Leave every picture out, and retype all the remaining records exactly.

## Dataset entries
○ ○ ○
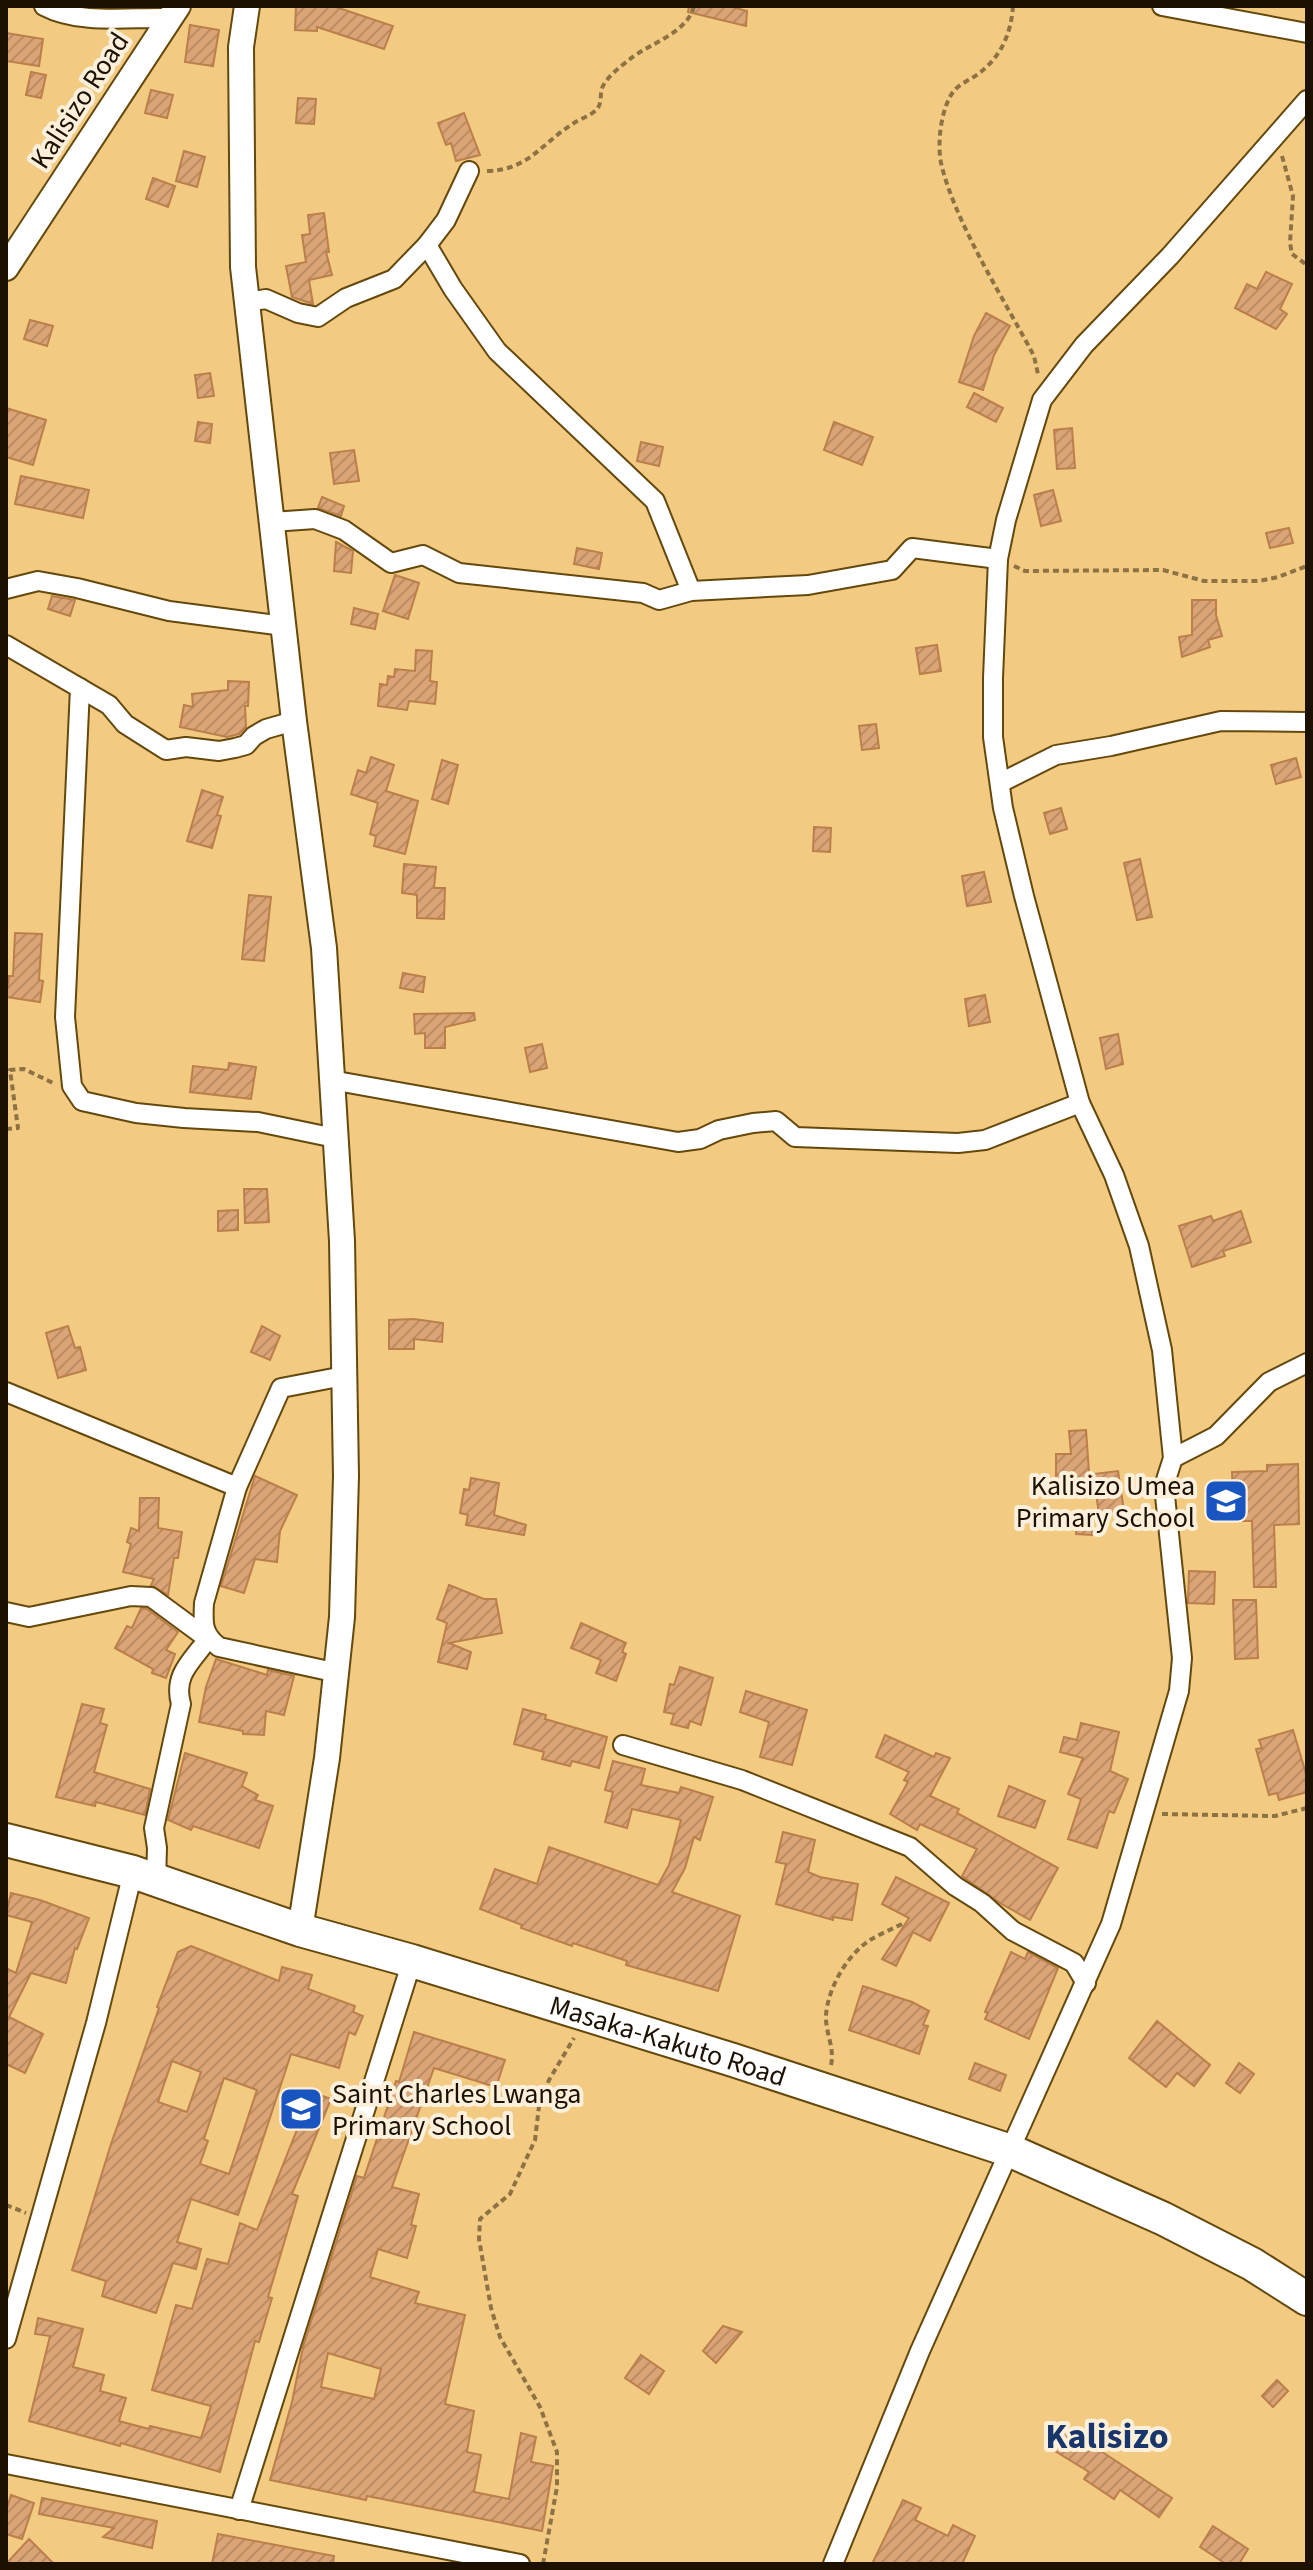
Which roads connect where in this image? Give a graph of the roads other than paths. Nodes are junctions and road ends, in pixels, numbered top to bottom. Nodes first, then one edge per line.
1 (44, 6) edge
2 (247, 6) edge
3 (1162, 6) edge
4 (173, 12) edge
5 (1307, 33) edge
6 (1307, 100) edge
7 (469, 171) road end
8 (427, 245) junction
9 (6, 268) edge
10 (247, 302) junction
11 (272, 522) junction
12 (998, 559) junction
13 (6, 589) edge
14 (691, 591) junction
15 (284, 626) junction
16 (6, 645) edge
17 (80, 688) junction
18 (294, 721) junction
19 (1307, 722) edge
20 (1000, 783) junction
21 (331, 1080) junction
22 (1080, 1103) junction
23 (335, 1138) junction
24 (1307, 1363) edge
25 (344, 1376) junction
26 (6, 1392) edge
27 (1173, 1458) junction
28 (237, 1487) junction
29 (6, 1612) edge
30 (208, 1639) junction
31 (338, 1673) junction
32 (623, 1745) dead end
33 (6, 1840) edge
34 (144, 1876) junction
35 (300, 1930) junction
36 (412, 1961) junction
37 (1086, 1983) junction
38 (1011, 2151) junction
39 (1307, 2299) edge
40 (10, 2312) edge
41 (6, 2339) edge
42 (6, 2464) edge
43 (239, 2510) junction
44 (492, 2561) edge
45 (520, 2564) edge
46 (833, 2564) edge

1 - 4 street
2 - 10 street
3 - 5 street
4 - 9 street, Kalisizo Road
6 - 12 street
7 - 8 street
8 - 10 street
8 - 14 street
10 - 11 street
11 - 14 street
11 - 15 street
12 - 14 street
12 - 20 street
13 - 15 street
15 - 18 street
16 - 17 street
17 - 18 street
17 - 23 street
18 - 21 street
19 - 20 street
20 - 22 street
21 - 22 street
21 - 23 street
22 - 27 street
23 - 25 street
24 - 27 street
25 - 28 street
25 - 31 street
26 - 28 street
27 - 37 street
28 - 30 street
29 - 30 street
30 - 31 street
30 - 34 street
31 - 35 street
32 - 37 street
33 - 34 highway, Masaka-Kakuto Road
34 - 35 highway, Masaka-Kakuto Road
34 - 40 street
35 - 36 highway, Masaka-Kakuto Road
36 - 38 highway, Masaka-Kakuto Road
36 - 43 street
37 - 38 street
38 - 39 highway, Masaka-Kakuto Road
38 - 46 street
40 - 41 street
42 - 43 street
43 - 44 street
44 - 45 street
○ ○ ○
## Exercise output
Which roads connect where in this image? Give a graph of the roads other than paths. Nodes are junctions and road ends, in pixels, numbered top to bottom. Nodes first, then one edge per line.
1 (44, 6) edge
2 (247, 6) edge
3 (1162, 6) edge
4 (173, 12) edge
5 (1307, 33) edge
6 (1307, 100) edge
7 (469, 171) road end
8 (427, 245) junction
9 (6, 268) edge
10 (247, 302) junction
11 (272, 522) junction
12 (998, 559) junction
13 (6, 589) edge
14 (691, 591) junction
15 (284, 626) junction
16 (6, 645) edge
17 (80, 688) junction
18 (294, 721) junction
19 (1307, 722) edge
20 (1000, 783) junction
21 (331, 1080) junction
22 (1080, 1103) junction
23 (335, 1138) junction
24 (1307, 1363) edge
25 (344, 1376) junction
26 (6, 1392) edge
27 (1173, 1458) junction
28 (237, 1487) junction
29 (6, 1612) edge
30 (208, 1639) junction
31 (338, 1673) junction
32 (623, 1745) dead end
33 (6, 1840) edge
34 (144, 1876) junction
35 (300, 1930) junction
36 (412, 1961) junction
37 (1086, 1983) junction
38 (1011, 2151) junction
39 (1307, 2299) edge
40 (10, 2312) edge
41 (6, 2339) edge
42 (6, 2464) edge
43 (239, 2510) junction
44 (492, 2561) edge
45 (520, 2564) edge
46 (833, 2564) edge

1 - 4 street
2 - 10 street
3 - 5 street
4 - 9 street, Kalisizo Road
6 - 12 street
7 - 8 street
8 - 10 street
8 - 14 street
10 - 11 street
11 - 14 street
11 - 15 street
12 - 14 street
12 - 20 street
13 - 15 street
15 - 18 street
16 - 17 street
17 - 18 street
17 - 23 street
18 - 21 street
19 - 20 street
20 - 22 street
21 - 22 street
21 - 23 street
22 - 27 street
23 - 25 street
24 - 27 street
25 - 28 street
25 - 31 street
26 - 28 street
27 - 37 street
28 - 30 street
29 - 30 street
30 - 31 street
30 - 34 street
31 - 35 street
32 - 37 street
33 - 34 highway, Masaka-Kakuto Road
34 - 35 highway, Masaka-Kakuto Road
34 - 40 street
35 - 36 highway, Masaka-Kakuto Road
36 - 38 highway, Masaka-Kakuto Road
36 - 43 street
37 - 38 street
38 - 39 highway, Masaka-Kakuto Road
38 - 46 street
40 - 41 street
42 - 43 street
43 - 44 street
44 - 45 street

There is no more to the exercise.